WHAT THIS TASK INVOLVES: Show all lines from the data that include the word "paths".

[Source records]
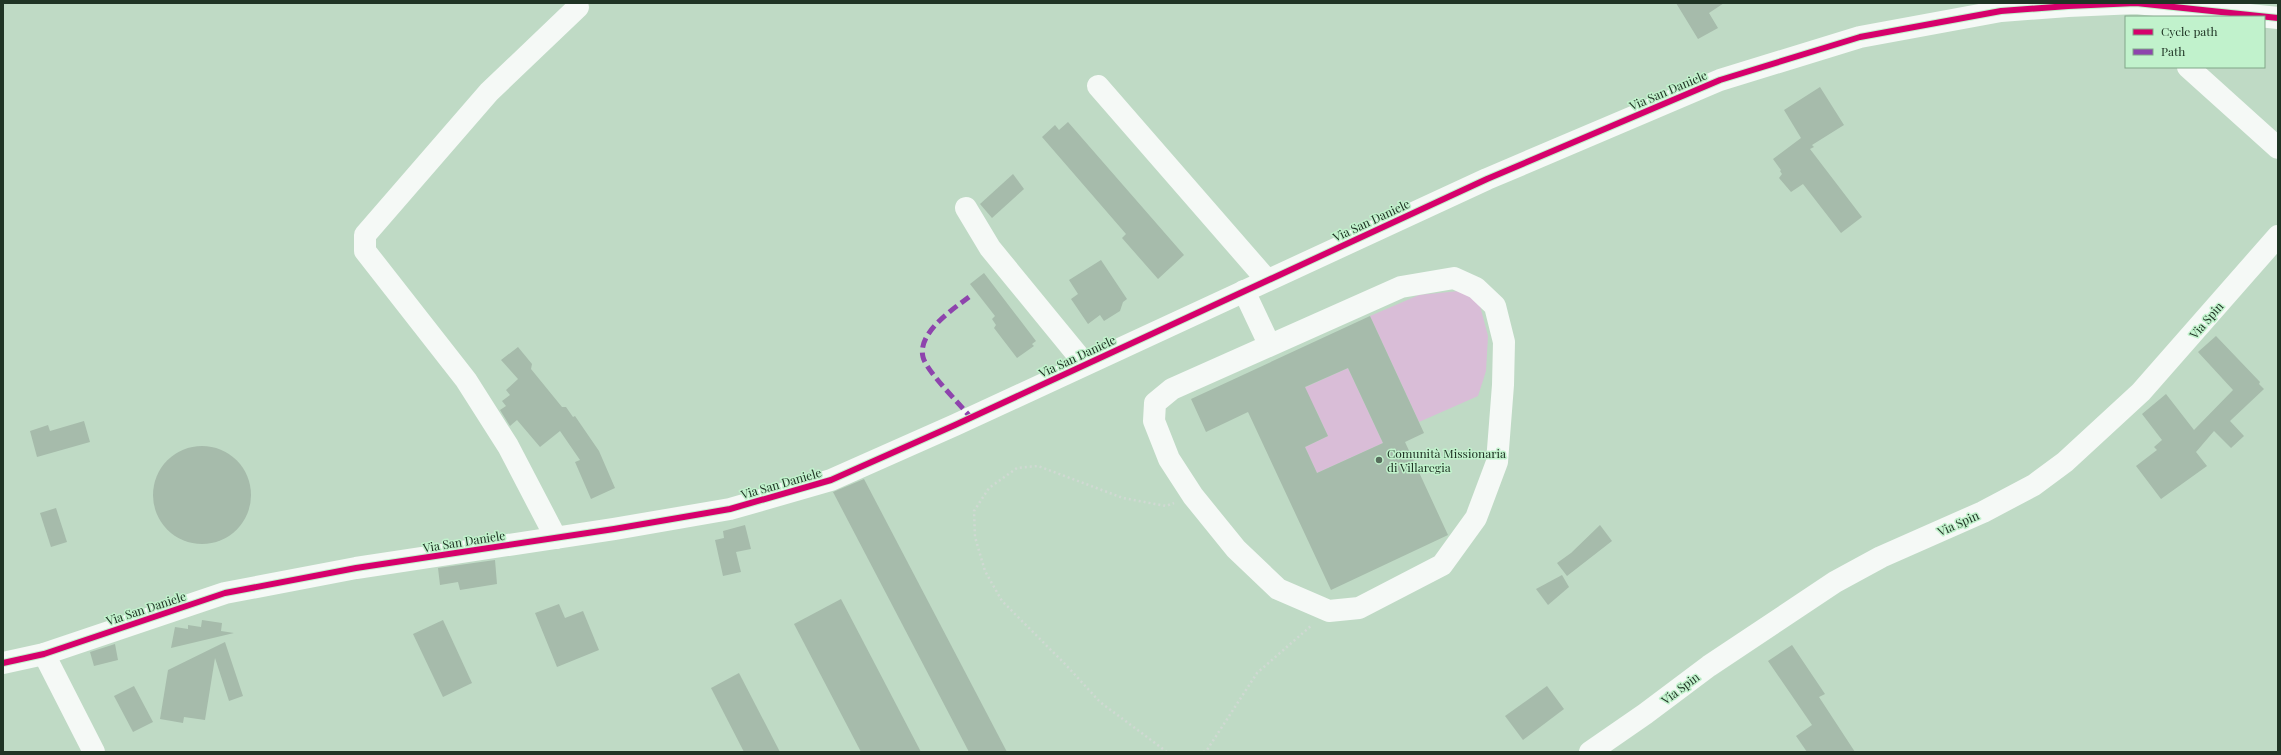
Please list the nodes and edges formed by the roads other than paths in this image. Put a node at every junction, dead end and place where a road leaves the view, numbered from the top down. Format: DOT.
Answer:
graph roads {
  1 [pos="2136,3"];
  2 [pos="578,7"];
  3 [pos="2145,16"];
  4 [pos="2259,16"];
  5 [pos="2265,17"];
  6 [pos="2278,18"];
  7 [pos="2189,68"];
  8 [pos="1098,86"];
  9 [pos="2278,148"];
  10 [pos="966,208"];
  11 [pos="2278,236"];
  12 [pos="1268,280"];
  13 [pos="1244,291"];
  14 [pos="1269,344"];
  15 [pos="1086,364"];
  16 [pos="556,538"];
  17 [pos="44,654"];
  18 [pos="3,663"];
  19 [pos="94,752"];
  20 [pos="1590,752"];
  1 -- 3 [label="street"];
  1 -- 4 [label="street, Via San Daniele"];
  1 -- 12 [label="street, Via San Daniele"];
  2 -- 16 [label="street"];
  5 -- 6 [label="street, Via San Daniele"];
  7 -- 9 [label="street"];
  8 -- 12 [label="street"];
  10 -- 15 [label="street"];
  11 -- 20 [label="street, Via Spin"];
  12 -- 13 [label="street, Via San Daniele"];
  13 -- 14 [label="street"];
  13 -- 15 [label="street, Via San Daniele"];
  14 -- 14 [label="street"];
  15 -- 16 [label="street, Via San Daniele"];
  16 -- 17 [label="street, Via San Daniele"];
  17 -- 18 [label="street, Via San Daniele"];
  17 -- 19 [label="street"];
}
* * *
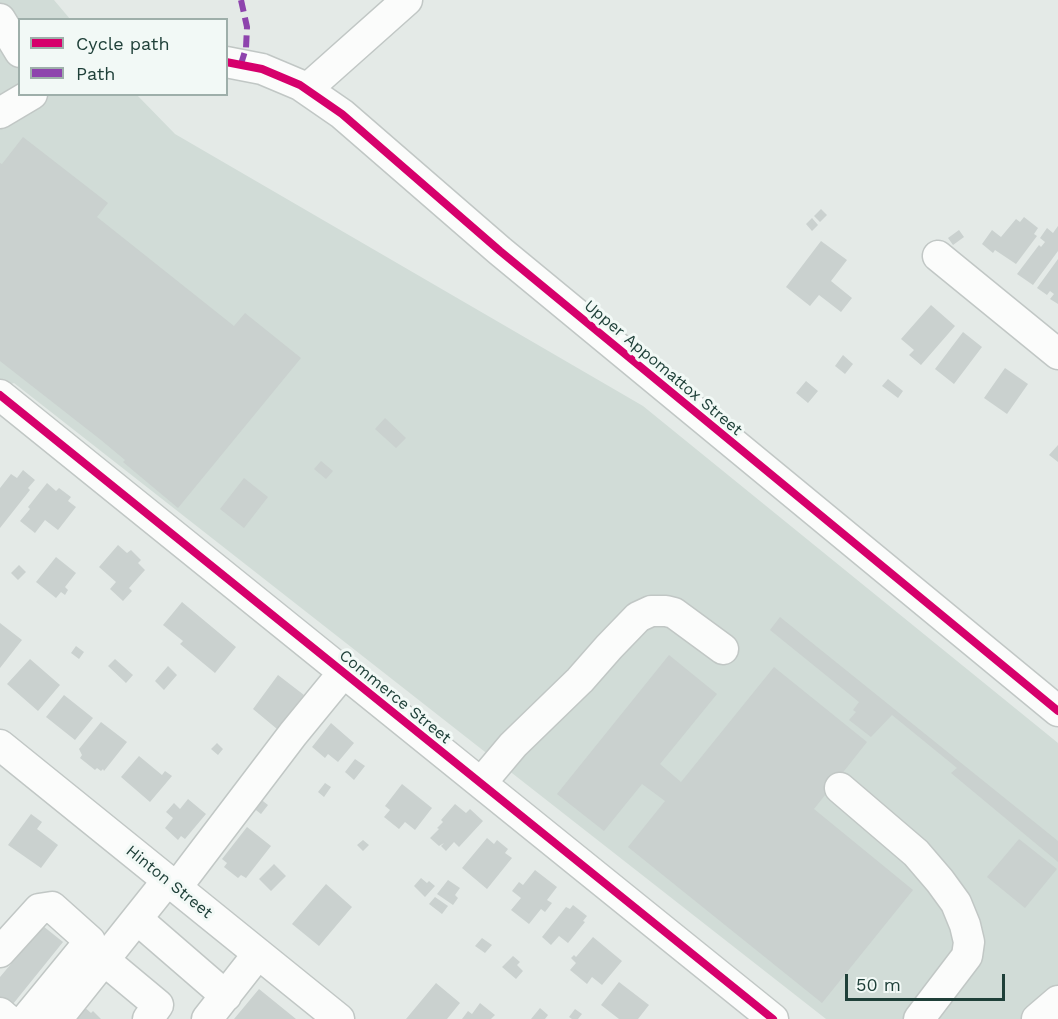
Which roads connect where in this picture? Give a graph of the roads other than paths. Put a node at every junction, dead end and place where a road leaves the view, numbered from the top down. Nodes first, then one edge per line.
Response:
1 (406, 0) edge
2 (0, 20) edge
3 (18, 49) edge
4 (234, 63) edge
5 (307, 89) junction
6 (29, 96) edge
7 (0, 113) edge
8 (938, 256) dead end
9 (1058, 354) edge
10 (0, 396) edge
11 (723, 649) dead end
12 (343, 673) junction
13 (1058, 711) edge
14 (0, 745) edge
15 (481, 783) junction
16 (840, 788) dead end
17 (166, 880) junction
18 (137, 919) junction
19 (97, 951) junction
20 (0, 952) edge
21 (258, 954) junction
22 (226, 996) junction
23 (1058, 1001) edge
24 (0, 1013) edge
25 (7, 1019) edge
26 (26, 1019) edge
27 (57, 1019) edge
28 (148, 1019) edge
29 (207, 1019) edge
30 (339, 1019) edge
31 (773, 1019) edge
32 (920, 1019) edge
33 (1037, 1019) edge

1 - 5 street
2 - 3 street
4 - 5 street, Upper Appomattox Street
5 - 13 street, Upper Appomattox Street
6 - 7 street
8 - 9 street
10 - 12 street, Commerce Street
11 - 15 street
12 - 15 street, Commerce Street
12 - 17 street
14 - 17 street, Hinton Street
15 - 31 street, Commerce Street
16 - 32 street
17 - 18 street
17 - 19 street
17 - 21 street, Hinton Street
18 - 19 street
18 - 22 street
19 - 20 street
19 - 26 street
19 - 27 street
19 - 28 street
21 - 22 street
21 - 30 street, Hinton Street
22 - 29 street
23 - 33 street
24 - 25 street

SOLUTION TO THIS EXERCISE:
Please list the nodes and edges formed by the roads other than paths in this image. Put a node at every junction, dead end and place where a road leaves the view, numbered from the top down. Format: DOT.
Which roads connect where in this picture? Give a graph of the roads other than paths. Put a node at every junction, dead end and place where a road leaves the view, numbered from the top down. Nodes first, then one edge per line.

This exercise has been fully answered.